RECORDS TO PROCESS:
▬▬▬

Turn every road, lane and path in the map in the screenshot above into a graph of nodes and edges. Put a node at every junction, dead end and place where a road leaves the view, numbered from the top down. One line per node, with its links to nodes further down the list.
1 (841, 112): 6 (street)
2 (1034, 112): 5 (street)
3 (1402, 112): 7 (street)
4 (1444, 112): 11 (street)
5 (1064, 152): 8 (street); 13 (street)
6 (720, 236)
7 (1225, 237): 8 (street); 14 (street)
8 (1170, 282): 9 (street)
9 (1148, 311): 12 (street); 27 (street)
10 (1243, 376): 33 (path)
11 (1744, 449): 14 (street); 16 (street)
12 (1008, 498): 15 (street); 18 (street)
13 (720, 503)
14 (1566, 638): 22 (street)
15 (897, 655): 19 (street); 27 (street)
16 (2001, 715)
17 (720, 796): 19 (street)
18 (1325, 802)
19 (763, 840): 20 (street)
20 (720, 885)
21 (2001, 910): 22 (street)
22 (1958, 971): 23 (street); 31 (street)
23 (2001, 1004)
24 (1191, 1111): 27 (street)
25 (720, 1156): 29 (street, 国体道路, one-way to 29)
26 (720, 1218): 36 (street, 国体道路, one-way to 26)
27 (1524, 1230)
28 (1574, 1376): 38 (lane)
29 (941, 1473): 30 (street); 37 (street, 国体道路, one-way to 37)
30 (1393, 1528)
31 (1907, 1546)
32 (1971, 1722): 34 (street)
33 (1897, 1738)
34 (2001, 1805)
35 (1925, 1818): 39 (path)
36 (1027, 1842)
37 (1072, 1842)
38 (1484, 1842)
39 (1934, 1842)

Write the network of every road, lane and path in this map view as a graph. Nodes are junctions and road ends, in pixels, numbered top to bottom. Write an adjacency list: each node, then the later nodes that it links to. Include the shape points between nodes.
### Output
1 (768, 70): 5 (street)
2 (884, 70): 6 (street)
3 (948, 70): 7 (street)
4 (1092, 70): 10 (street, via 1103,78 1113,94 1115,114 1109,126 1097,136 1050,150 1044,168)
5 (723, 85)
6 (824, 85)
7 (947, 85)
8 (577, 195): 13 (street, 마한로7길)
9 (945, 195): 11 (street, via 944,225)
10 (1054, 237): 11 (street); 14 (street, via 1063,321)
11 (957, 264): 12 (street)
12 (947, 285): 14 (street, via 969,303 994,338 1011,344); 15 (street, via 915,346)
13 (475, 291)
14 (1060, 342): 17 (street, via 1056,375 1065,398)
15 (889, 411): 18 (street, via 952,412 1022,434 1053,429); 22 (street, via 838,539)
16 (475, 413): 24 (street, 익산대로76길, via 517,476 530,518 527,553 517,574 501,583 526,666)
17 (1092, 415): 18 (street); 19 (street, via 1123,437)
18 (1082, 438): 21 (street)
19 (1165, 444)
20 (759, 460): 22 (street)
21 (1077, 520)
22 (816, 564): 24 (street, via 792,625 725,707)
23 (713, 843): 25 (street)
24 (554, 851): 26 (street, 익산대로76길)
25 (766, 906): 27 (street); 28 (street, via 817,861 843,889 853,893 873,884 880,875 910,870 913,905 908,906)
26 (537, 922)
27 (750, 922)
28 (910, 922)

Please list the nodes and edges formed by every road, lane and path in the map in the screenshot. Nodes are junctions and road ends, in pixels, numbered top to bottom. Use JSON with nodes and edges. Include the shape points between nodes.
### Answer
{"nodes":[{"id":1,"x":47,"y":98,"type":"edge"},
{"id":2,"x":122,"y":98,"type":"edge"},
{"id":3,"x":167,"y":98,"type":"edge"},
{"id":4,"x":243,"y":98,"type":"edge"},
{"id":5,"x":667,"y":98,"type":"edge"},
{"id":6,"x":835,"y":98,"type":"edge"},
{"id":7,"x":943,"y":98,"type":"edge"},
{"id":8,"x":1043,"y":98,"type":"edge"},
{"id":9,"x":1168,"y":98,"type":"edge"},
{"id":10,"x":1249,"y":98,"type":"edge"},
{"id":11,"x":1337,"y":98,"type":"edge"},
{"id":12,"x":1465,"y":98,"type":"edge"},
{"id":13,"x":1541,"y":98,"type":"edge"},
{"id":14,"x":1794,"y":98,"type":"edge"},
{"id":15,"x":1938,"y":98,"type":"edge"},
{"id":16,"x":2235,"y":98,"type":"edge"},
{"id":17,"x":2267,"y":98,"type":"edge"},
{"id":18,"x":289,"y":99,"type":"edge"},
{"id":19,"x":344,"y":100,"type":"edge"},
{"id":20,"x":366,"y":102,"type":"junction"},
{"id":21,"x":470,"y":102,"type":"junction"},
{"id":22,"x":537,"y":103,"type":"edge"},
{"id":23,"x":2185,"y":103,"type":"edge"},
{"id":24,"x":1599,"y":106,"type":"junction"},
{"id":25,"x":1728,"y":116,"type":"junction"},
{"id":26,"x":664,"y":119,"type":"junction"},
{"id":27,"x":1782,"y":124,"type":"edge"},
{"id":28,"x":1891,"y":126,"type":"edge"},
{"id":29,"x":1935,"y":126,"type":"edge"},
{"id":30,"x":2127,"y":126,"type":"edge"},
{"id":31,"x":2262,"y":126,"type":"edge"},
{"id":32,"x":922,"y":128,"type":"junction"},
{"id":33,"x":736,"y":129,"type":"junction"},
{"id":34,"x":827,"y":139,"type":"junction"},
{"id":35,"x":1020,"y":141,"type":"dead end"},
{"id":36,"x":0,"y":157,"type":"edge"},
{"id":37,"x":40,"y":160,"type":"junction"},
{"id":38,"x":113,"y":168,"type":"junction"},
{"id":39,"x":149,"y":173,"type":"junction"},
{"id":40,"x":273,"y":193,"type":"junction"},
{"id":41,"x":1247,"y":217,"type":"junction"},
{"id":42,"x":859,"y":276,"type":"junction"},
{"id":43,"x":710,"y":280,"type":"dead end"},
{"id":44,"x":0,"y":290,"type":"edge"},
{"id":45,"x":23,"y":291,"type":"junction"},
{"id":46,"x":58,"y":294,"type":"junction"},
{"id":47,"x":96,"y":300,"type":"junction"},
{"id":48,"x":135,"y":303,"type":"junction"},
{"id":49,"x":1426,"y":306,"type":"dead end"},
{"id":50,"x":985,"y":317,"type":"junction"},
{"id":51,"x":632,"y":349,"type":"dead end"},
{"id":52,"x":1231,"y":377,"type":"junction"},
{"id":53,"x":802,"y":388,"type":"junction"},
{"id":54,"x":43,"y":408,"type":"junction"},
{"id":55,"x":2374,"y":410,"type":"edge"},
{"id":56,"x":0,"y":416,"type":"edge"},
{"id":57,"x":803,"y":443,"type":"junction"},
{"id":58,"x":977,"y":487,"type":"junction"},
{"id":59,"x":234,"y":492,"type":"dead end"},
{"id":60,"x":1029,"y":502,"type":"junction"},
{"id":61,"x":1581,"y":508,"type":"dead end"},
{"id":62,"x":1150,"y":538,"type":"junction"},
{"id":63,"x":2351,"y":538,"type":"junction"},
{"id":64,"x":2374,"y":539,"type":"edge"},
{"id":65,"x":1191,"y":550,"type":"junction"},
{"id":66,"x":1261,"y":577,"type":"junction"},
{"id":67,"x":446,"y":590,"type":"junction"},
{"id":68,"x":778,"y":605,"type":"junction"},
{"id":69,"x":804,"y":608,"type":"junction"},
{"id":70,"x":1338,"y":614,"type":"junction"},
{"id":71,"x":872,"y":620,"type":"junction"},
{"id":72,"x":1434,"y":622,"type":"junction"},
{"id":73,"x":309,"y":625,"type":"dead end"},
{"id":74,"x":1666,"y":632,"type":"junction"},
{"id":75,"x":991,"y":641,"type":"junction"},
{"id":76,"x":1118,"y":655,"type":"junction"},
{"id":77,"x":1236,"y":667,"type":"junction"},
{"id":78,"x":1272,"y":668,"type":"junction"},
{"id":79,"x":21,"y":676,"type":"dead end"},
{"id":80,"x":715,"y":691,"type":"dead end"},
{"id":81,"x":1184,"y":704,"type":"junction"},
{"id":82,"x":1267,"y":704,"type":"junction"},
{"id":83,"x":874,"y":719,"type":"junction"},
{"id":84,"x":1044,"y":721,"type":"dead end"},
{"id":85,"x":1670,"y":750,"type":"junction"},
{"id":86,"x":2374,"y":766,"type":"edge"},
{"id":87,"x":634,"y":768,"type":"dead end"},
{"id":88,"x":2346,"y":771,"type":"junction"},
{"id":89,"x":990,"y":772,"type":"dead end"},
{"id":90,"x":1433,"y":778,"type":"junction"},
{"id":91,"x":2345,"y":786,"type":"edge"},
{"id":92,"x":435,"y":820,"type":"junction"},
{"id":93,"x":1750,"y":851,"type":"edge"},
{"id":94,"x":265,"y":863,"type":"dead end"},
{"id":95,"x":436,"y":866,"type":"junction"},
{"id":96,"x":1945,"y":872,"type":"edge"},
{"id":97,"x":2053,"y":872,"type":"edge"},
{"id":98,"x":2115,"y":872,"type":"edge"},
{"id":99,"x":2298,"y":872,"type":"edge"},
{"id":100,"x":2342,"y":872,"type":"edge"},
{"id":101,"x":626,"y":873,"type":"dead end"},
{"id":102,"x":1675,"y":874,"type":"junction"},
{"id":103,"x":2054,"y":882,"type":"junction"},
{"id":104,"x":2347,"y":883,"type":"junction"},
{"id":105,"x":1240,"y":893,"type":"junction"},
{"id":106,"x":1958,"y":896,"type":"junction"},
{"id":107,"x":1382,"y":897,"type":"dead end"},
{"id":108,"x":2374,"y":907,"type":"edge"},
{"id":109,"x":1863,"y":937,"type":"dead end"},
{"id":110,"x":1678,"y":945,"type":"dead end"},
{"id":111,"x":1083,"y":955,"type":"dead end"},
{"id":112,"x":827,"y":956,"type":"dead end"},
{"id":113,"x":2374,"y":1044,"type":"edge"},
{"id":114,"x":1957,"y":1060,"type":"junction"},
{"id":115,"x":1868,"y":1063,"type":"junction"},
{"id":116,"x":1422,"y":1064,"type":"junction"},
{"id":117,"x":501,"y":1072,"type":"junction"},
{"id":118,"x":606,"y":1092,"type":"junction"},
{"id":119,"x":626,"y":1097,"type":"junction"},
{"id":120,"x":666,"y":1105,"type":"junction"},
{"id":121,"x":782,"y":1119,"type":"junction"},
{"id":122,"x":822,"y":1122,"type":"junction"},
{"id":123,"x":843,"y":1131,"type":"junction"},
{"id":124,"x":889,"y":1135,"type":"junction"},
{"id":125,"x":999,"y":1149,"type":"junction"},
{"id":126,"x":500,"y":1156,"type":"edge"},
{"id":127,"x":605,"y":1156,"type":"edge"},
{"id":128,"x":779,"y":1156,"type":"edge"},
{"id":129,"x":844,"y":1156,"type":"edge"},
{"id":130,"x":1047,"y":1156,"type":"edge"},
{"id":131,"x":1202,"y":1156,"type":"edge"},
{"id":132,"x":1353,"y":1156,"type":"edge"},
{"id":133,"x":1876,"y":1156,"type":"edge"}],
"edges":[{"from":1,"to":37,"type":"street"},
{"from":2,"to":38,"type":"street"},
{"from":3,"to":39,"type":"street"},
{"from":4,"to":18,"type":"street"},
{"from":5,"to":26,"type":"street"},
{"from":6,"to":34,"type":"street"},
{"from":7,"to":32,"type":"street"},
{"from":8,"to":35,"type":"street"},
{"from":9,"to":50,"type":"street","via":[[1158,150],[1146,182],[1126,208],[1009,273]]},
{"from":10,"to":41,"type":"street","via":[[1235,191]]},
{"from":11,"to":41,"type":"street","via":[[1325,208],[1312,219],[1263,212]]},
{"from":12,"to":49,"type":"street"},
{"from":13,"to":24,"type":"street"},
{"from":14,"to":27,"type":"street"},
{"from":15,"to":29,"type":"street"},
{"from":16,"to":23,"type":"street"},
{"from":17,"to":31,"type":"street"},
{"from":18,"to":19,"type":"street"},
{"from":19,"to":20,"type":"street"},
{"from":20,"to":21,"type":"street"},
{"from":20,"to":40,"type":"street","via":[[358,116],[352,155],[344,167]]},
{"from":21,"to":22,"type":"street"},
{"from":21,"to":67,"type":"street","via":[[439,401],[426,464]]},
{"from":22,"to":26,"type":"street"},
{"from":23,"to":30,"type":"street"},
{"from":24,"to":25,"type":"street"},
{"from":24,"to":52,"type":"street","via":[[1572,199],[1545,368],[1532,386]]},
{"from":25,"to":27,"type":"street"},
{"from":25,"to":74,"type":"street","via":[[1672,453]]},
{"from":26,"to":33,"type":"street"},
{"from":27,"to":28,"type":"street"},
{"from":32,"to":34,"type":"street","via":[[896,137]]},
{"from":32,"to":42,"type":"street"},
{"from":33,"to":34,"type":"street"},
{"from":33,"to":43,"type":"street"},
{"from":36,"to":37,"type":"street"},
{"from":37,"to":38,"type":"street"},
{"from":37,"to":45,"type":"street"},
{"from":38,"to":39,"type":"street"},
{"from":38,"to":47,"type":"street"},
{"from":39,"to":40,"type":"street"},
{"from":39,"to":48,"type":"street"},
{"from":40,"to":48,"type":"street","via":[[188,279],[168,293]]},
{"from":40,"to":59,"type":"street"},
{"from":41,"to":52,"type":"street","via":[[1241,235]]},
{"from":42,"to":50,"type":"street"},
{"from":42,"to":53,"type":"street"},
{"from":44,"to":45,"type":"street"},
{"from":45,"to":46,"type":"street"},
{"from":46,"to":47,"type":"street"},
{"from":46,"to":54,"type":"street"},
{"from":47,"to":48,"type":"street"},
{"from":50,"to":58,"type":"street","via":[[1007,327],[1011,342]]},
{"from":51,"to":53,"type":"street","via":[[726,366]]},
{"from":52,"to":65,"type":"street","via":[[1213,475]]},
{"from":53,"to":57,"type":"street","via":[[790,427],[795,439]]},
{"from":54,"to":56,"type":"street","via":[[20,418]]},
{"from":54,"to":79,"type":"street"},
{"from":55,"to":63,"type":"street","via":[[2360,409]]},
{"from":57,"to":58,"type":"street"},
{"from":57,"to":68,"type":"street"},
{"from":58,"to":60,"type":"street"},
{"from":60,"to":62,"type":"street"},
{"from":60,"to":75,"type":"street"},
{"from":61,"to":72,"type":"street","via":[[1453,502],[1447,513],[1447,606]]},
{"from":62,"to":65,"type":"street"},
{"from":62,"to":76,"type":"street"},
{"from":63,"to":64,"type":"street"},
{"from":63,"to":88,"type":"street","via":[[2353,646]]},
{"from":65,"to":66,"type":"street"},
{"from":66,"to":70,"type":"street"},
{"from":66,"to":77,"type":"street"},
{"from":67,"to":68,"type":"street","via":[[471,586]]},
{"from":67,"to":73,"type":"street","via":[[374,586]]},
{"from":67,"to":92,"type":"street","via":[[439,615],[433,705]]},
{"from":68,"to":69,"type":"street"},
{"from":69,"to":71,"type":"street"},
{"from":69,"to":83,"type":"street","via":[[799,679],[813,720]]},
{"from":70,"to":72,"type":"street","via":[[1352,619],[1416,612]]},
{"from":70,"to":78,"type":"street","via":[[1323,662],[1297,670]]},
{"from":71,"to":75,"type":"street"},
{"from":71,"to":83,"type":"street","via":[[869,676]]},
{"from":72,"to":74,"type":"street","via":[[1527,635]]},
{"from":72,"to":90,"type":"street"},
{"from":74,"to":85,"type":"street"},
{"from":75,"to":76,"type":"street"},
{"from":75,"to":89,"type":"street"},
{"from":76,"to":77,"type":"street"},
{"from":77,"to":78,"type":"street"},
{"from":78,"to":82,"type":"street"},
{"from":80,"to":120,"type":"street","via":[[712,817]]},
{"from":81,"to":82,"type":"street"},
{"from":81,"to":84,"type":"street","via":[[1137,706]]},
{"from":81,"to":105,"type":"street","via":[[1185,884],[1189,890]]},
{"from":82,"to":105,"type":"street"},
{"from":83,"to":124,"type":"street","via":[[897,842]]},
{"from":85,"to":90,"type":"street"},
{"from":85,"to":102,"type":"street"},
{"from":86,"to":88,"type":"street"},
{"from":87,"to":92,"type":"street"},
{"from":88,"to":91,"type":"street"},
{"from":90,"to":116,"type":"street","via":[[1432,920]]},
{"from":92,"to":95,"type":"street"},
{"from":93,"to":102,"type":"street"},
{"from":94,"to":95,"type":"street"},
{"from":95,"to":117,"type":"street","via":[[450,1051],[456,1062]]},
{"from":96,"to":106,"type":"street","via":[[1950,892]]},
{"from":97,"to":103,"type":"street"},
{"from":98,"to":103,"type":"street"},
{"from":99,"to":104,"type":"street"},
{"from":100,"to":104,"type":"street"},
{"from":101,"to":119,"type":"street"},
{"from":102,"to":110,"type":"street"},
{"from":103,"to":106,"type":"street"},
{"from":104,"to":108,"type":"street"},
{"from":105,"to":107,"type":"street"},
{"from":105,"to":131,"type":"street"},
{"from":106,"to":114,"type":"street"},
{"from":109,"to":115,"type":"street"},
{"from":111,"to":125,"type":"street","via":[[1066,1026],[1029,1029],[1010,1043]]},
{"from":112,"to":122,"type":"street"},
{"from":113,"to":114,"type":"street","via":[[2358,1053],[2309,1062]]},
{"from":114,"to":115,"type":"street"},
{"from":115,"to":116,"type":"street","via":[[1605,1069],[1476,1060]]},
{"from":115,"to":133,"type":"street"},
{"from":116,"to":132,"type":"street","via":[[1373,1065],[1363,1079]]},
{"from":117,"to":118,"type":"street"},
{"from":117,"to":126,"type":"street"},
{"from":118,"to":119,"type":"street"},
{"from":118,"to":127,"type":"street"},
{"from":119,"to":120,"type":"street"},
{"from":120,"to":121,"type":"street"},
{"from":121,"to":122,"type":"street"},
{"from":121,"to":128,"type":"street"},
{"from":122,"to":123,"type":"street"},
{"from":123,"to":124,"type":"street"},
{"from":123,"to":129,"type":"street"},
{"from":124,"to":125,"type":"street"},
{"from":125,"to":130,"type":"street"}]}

▬▬▬

WHAT IS EXPECTED: Set down exactly the lines that begin the records and continue through the line bearing "Write the network"; include both ends.

EXERCISE SOLUTION:
Turn every road, lane and path in the map in the screenshot above into a graph of nodes and edges. Put a node at every junction, dead end and place where a road leaves the view, numbered from the top down. One line per node, with its links to nodes further down the list.
1 (841, 112): 6 (street)
2 (1034, 112): 5 (street)
3 (1402, 112): 7 (street)
4 (1444, 112): 11 (street)
5 (1064, 152): 8 (street); 13 (street)
6 (720, 236)
7 (1225, 237): 8 (street); 14 (street)
8 (1170, 282): 9 (street)
9 (1148, 311): 12 (street); 27 (street)
10 (1243, 376): 33 (path)
11 (1744, 449): 14 (street); 16 (street)
12 (1008, 498): 15 (street); 18 (street)
13 (720, 503)
14 (1566, 638): 22 (street)
15 (897, 655): 19 (street); 27 (street)
16 (2001, 715)
17 (720, 796): 19 (street)
18 (1325, 802)
19 (763, 840): 20 (street)
20 (720, 885)
21 (2001, 910): 22 (street)
22 (1958, 971): 23 (street); 31 (street)
23 (2001, 1004)
24 (1191, 1111): 27 (street)
25 (720, 1156): 29 (street, 国体道路, one-way to 29)
26 (720, 1218): 36 (street, 国体道路, one-way to 26)
27 (1524, 1230)
28 (1574, 1376): 38 (lane)
29 (941, 1473): 30 (street); 37 (street, 国体道路, one-way to 37)
30 (1393, 1528)
31 (1907, 1546)
32 (1971, 1722): 34 (street)
33 (1897, 1738)
34 (2001, 1805)
35 (1925, 1818): 39 (path)
36 (1027, 1842)
37 (1072, 1842)
38 (1484, 1842)
39 (1934, 1842)

Write the network of every road, lane and path in this map view as a graph. Nodes are junctions and road ends, in pixels, numbered top to bottom. Write an adjacency list: each node, then the later nodes that it links to. Include the shape points between nodes.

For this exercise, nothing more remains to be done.